Ye Olde Pork Pie Shoppe

Hazle gave some background on this historic bakery. Eric thought it was fascinating and said "it must be the highest calorie example of your work”. Hazle replied, “We do a lot of food.” Noting the Dickinson name on the piece, Eric said he was trying to persuade Hazle to paint one for his friend David Dickinson in an all-orange colourway...

David is an antiques presenter infamous for his perma-tanned complexion!

Village Antiques

Eric was surprised the ANTIQUES wording on the roof was so big and asked if the building was under a flight path. More laughter. Hazle replied that everything was these days. Stephen said there was a similar shop roof sign on the A14 (Coventry - Felixstowe).
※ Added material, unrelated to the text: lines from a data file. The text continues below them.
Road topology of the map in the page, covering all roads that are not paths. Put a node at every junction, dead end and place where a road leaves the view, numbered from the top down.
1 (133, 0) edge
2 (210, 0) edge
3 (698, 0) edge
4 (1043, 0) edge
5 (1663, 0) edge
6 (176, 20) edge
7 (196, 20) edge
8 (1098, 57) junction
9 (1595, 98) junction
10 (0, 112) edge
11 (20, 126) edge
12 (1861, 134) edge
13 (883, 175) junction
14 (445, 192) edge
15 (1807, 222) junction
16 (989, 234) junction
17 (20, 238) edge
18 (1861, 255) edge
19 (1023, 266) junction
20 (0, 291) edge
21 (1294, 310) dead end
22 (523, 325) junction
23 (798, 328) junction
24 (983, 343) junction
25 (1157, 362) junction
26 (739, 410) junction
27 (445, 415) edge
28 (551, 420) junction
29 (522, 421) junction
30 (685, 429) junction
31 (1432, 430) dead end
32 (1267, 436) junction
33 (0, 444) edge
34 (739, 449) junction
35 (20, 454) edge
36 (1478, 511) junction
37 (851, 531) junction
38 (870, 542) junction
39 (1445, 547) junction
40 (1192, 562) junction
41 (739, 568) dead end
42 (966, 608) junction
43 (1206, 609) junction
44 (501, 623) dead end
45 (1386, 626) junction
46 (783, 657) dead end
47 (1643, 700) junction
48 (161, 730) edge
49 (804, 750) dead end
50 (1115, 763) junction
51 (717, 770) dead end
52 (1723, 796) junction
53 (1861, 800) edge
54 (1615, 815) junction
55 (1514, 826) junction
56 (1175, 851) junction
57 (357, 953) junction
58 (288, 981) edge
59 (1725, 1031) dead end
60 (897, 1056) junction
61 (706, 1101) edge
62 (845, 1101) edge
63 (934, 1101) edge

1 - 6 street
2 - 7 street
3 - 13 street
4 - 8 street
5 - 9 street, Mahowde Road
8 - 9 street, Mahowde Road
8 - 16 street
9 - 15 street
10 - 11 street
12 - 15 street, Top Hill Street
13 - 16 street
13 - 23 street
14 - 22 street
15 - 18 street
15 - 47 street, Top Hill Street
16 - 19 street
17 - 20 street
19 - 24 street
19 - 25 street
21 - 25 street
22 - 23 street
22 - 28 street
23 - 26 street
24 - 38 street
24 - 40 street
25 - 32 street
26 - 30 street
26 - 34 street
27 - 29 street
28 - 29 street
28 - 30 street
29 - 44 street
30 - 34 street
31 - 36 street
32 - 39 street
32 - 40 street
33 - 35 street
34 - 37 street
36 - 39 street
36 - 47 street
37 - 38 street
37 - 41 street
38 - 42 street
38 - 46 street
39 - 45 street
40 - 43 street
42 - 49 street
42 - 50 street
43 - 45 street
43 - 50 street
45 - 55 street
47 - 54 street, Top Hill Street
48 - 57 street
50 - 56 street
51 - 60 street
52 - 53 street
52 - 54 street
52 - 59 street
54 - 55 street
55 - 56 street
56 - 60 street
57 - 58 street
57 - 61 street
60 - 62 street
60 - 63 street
Pork Pie Shop Village Antiques
Pork Pie Shop - Open Edition Village Antiques LM250


Discovering Hazle Ceramics

Stephen asked about Eric’s discovery at the NEC Giftware Fair in 2004. Eric said he was interested in collectables across the board, from Ancient Chinese to Bunnykins, and especially in what made people collect them. At a fair he usually passed by most things very quickly but when he first saw Hazle’s High Street there was “an immediacy about it that stopped me”. He thinks it was to do with his interest in buildings, “They literally just spoke to me.” He also said he was a "potaholic" implying that something non-ceramic would have less appeal. His baby brother is a property tycoon and the idea of owning more buildings than him was attractive too!

British Ceramics & Themes

Stephen asked if Hazle Ceramics being British-made was important in today’s market and Eric replied emphatically, “Yes, Yes, Yes”. Eric went on to say that so many British industries had gone by the wayside including mining and the cotton mills - with which his family once had a strong connection. Now he was watching Stoke-on-Trent, centre of The Potteries, go through “a very tricky time - a very tricky time”.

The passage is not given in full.